**Goal of the exercise**: Among the entries that follow, find every line with the word "street" and list it.

**Records provided**:
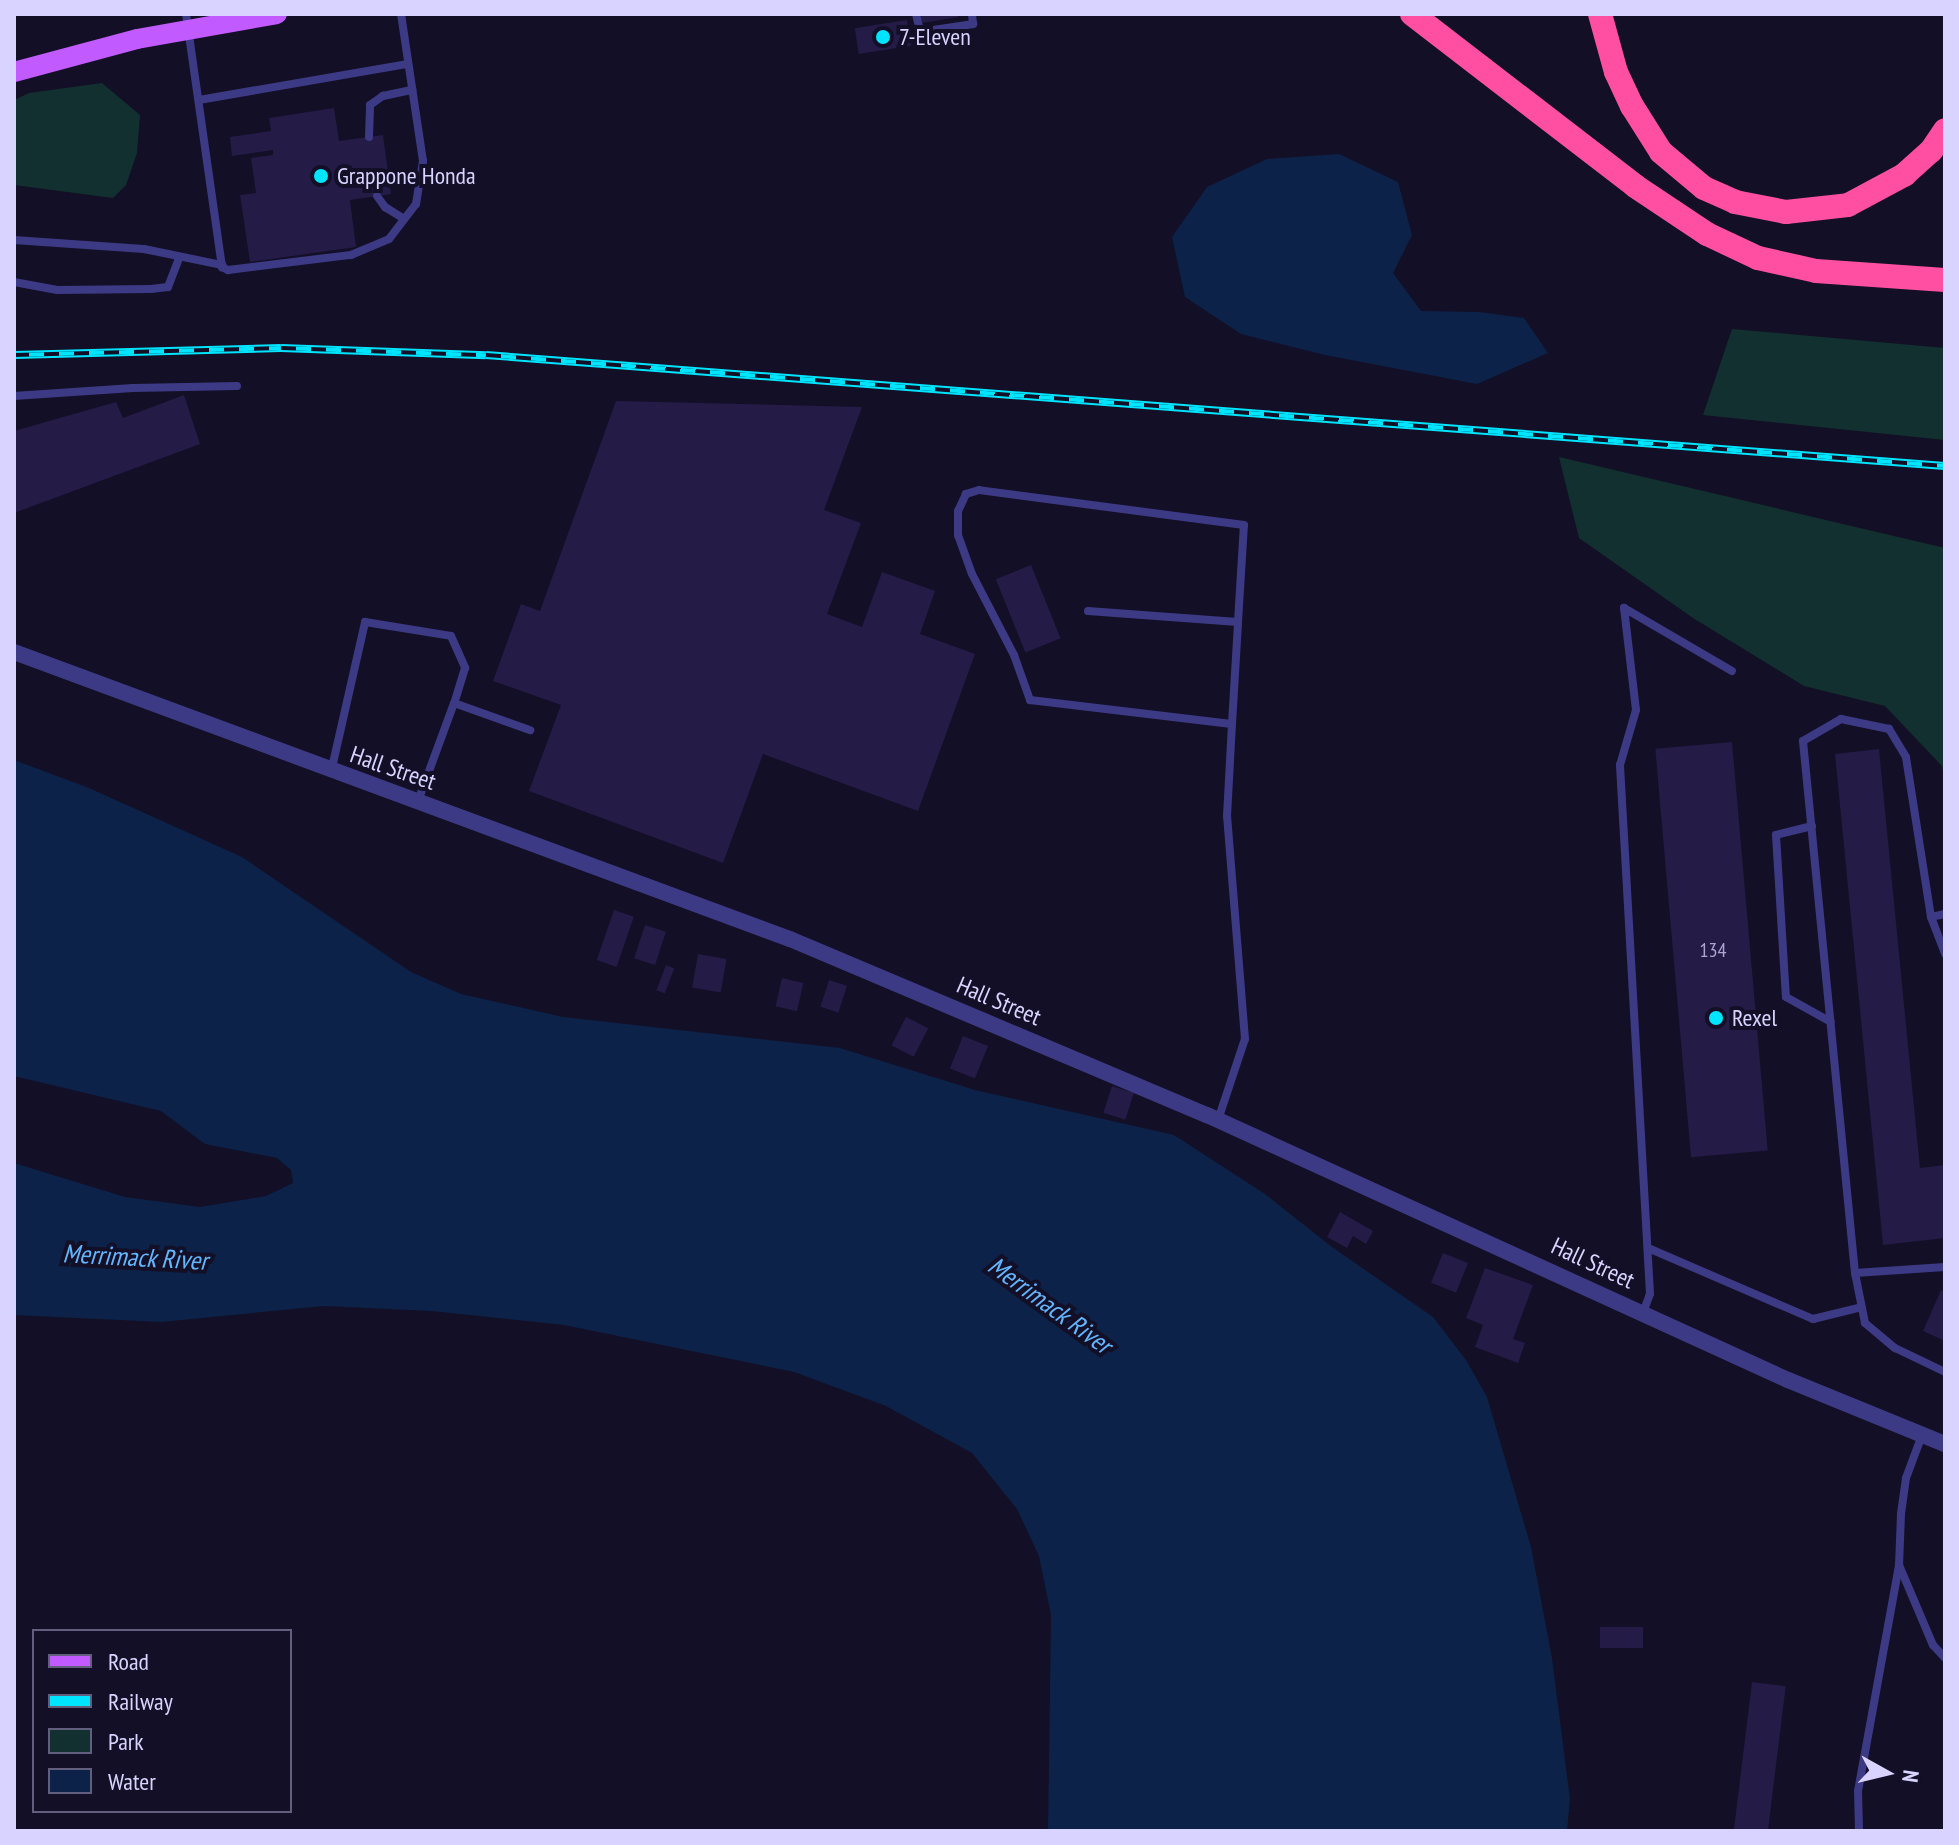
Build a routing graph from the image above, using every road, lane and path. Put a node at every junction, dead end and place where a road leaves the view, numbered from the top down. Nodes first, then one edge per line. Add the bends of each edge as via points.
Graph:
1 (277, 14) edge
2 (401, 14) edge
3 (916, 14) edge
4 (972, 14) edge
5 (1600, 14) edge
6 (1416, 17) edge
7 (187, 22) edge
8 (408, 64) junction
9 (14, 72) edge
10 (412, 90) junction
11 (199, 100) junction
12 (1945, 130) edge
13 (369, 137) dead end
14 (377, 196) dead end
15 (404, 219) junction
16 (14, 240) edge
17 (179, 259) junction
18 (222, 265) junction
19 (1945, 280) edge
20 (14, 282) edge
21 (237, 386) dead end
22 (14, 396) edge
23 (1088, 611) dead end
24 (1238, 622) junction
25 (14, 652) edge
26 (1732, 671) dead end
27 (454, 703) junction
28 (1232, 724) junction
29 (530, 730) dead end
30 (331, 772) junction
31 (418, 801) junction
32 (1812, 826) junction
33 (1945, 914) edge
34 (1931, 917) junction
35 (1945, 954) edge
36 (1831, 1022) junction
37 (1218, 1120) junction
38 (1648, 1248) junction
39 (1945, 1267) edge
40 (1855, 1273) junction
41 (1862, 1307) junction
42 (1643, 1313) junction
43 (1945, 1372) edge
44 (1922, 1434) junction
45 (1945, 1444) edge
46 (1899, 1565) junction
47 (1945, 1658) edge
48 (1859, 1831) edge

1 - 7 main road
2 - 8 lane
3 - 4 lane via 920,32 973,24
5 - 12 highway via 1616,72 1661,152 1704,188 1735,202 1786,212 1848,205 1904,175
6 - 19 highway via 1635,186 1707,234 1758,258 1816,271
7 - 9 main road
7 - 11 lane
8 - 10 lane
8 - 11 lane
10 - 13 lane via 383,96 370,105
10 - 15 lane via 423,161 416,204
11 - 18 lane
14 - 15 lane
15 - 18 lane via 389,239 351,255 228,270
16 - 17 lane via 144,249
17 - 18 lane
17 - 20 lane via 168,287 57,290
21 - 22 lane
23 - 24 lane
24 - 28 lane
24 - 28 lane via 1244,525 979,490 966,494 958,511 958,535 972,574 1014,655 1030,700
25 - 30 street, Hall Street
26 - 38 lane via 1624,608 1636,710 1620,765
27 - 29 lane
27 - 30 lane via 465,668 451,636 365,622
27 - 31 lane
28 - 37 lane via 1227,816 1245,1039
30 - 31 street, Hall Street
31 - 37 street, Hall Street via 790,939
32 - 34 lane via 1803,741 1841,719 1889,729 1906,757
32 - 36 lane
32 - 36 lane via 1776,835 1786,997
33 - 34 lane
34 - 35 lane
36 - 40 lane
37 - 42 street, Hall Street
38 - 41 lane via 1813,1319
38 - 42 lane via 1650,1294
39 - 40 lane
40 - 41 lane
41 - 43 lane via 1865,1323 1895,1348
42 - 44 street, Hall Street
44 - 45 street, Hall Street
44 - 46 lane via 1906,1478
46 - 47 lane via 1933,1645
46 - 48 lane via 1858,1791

**Reply**:
25 - 30 street, Hall Street
30 - 31 street, Hall Street
31 - 37 street, Hall Street via 790,939
37 - 42 street, Hall Street
42 - 44 street, Hall Street
44 - 45 street, Hall Street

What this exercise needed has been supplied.